In other words: the tool doesn’t have to be “super intelligent” to be dangerous. It just has to be confident enough that humans stop treating it like a tool.
The fix is not “ban AI from medicine.” That’s fantasy. The fix is to treat AI-enabled behavior like a high-risk subsystem with governance that can survive audits, lawsuits, and bad days.
That means clinical validation that reflects real operating conditions, not demo conditions. It means human factors testing that anticipates how clinicians actually behave under time pressure. It means post-market monitoring that can detect drift, UI confusion, and systematic error patterns quickly. It means change control that treats “model update” as a safety event, not a product launch.
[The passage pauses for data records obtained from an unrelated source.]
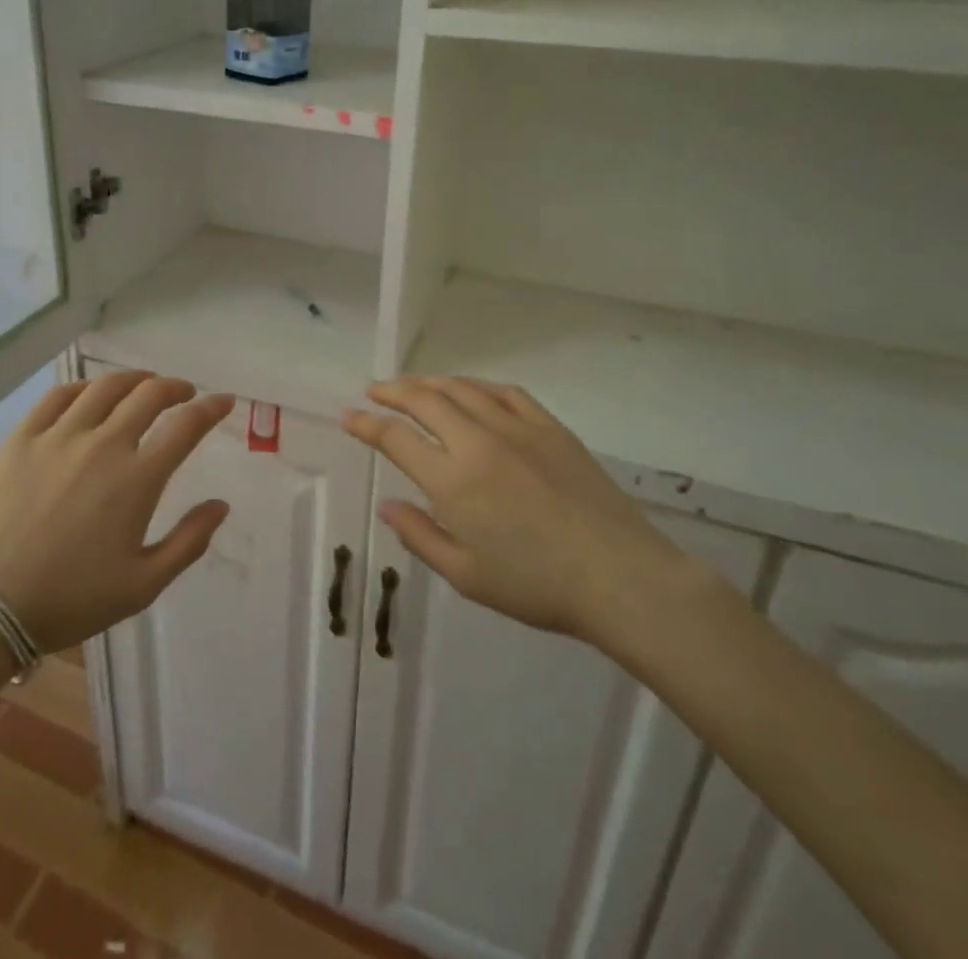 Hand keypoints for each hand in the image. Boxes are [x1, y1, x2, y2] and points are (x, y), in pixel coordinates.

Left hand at [0, 371, 233, 652]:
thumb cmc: (71, 600)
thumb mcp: (143, 585)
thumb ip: (189, 542)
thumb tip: (221, 505)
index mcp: (137, 479)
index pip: (186, 426)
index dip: (211, 408)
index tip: (223, 401)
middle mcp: (103, 444)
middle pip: (149, 395)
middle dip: (176, 387)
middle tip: (184, 393)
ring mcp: (59, 436)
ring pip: (105, 387)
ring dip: (134, 380)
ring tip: (144, 385)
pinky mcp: (23, 437)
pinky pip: (59, 396)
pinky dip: (84, 387)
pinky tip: (91, 393)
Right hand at [342, 377, 698, 659]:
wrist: (619, 576)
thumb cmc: (536, 586)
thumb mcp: (466, 575)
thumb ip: (420, 536)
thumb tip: (387, 506)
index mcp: (452, 480)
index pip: (395, 439)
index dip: (366, 424)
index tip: (348, 417)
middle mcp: (477, 442)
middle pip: (424, 400)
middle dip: (392, 391)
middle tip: (375, 390)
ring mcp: (516, 428)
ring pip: (462, 389)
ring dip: (430, 382)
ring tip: (414, 386)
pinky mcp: (549, 426)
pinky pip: (506, 392)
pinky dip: (479, 386)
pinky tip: (472, 391) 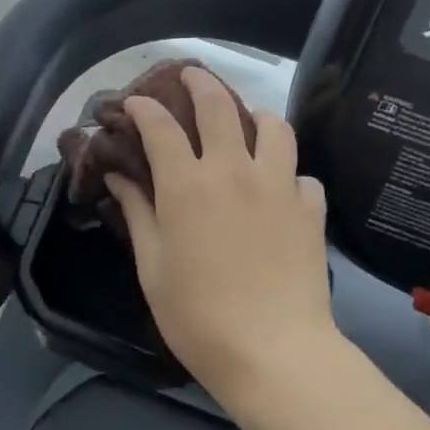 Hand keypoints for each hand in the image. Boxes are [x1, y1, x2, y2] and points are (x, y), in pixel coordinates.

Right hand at [105, 68, 343, 409]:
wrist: (274, 352)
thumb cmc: (198, 316)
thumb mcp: (152, 267)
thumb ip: (137, 213)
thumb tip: (119, 178)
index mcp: (187, 184)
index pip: (160, 126)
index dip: (143, 108)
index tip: (133, 103)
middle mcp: (233, 170)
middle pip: (217, 105)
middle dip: (198, 82)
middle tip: (189, 76)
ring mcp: (278, 185)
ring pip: (273, 125)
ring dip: (255, 117)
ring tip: (247, 125)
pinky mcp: (310, 207)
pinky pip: (302, 174)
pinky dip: (289, 173)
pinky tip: (281, 189) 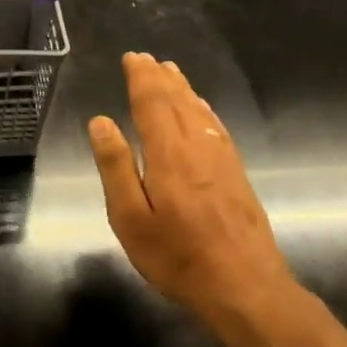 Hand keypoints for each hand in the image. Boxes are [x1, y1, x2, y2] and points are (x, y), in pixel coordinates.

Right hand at [87, 52, 295, 319]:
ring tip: (171, 72)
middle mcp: (198, 148)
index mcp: (169, 155)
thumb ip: (115, 167)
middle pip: (178, 102)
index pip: (152, 104)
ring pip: (200, 112)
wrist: (245, 288)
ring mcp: (223, 160)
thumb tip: (100, 122)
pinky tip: (202, 110)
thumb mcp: (130, 218)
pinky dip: (204, 111)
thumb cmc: (177, 257)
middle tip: (147, 58)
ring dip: (183, 89)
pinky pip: (217, 128)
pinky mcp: (237, 175)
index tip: (132, 57)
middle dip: (160, 78)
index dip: (141, 78) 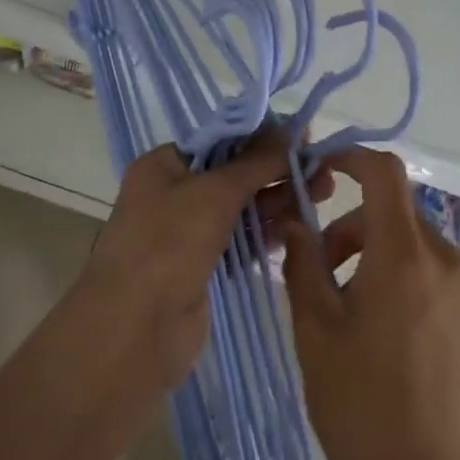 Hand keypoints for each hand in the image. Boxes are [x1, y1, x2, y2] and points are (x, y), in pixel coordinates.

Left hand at [81, 130, 333, 389]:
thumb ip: (257, 161)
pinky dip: (266, 233)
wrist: (135, 330)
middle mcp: (173, 194)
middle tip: (324, 173)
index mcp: (163, 165)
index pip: (221, 140)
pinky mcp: (203, 269)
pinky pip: (241, 241)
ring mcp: (187, 234)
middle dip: (277, 171)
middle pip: (234, 173)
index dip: (263, 138)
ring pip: (241, 209)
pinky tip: (299, 229)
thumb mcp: (214, 192)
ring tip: (323, 196)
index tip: (305, 139)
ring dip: (278, 201)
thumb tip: (294, 129)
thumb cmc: (168, 244)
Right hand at [282, 148, 459, 459]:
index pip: (385, 172)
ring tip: (357, 310)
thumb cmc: (357, 404)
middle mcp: (448, 261)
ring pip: (420, 249)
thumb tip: (297, 226)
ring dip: (384, 258)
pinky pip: (443, 282)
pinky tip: (396, 339)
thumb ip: (302, 262)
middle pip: (398, 215)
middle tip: (323, 269)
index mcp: (404, 255)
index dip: (352, 158)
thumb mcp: (313, 328)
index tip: (323, 171)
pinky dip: (413, 286)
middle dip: (356, 227)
And it means documentation that doesn’t hide behind “trade secrets” when the question is whether a device is behaving predictably.
None of that is as sexy as “AI enters the operating room.” But it’s the difference between innovation and liability.
AI in healthcare isn’t arriving as one big robot doctor with a stethoscope and a personality. It’s arriving as a thousand little “smart” features stapled onto devices, dashboards, and workflows—often sold as an upgrade, sometimes implemented like one, and occasionally governed like one.
And that’s the problem. Because when software gets the scalpel, “move fast and break things” stops being a metaphor.